Your task is to repeat the entries exactly. Leave the pictures out.

• • • • •

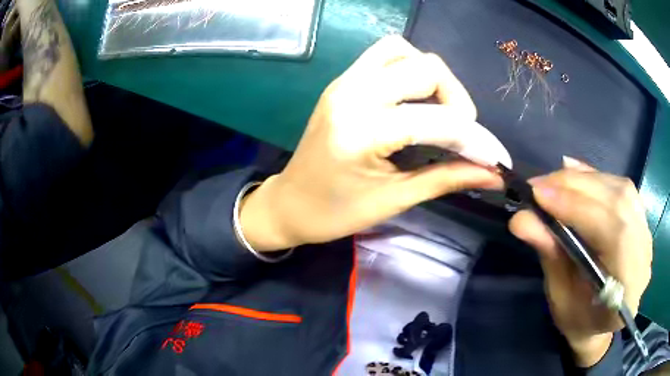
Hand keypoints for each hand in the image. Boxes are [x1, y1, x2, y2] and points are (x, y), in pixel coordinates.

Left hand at [240, 35, 510, 250]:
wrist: (290, 203)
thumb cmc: (335, 212)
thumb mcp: (395, 199)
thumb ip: (447, 179)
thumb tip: (493, 173)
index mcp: (362, 131)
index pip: (437, 121)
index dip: (474, 139)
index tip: (493, 159)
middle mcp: (352, 93)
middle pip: (426, 68)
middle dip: (456, 100)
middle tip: (460, 133)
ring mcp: (344, 82)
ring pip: (403, 51)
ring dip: (431, 77)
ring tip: (438, 111)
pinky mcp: (342, 81)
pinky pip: (384, 55)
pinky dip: (409, 68)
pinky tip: (414, 99)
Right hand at [509, 157, 652, 366]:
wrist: (601, 322)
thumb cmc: (578, 319)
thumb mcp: (559, 296)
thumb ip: (550, 255)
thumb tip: (521, 219)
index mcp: (627, 291)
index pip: (613, 234)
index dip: (579, 209)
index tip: (540, 195)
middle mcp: (644, 257)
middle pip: (619, 204)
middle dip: (578, 187)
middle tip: (540, 185)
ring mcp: (647, 236)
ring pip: (622, 190)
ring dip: (586, 180)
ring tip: (555, 182)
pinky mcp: (642, 221)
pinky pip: (623, 189)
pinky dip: (598, 178)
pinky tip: (577, 175)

• • • • •

Response for this exercise.
Hand keypoints for each hand in the image. Boxes are [x1, y1, x2, y2] and points are (x, y), in pixel coordinates.

Left hand at [240, 35, 510, 250]:
wrist: (290, 203)
thumb cmc: (335, 212)
thumb mcp: (395, 199)
thumb ip: (447, 179)
thumb tip: (493, 173)
index mcp: (362, 131)
index pip: (437, 121)
index dip: (474, 139)
index tip: (493, 159)
middle mcp: (352, 93)
middle pip: (426, 68)
middle dip: (456, 100)
middle tip: (460, 133)
ring mcp: (344, 82)
ring pip: (403, 51)
ring dip: (431, 77)
ring tip: (438, 111)
pinky mcp: (342, 81)
pinky pip: (384, 55)
pinky dip: (409, 68)
pinky tip: (414, 99)
Right hand at [509, 157, 652, 366]:
wrist: (601, 322)
thumb cmc: (578, 319)
thumb mcp: (559, 296)
thumb ip: (550, 255)
thumb tip: (521, 219)
index mcp: (627, 291)
index pip: (613, 234)
index dip: (579, 209)
index tip: (540, 195)
middle mcp: (644, 257)
middle pip: (619, 204)
middle dip: (578, 187)
middle tip: (540, 185)
ring mcp: (647, 236)
ring pip: (622, 190)
ring dip: (586, 180)
ring tip: (555, 182)
pinky mcp: (642, 221)
pinky pip: (623, 189)
pinky dip: (598, 178)
pinky tip: (577, 175)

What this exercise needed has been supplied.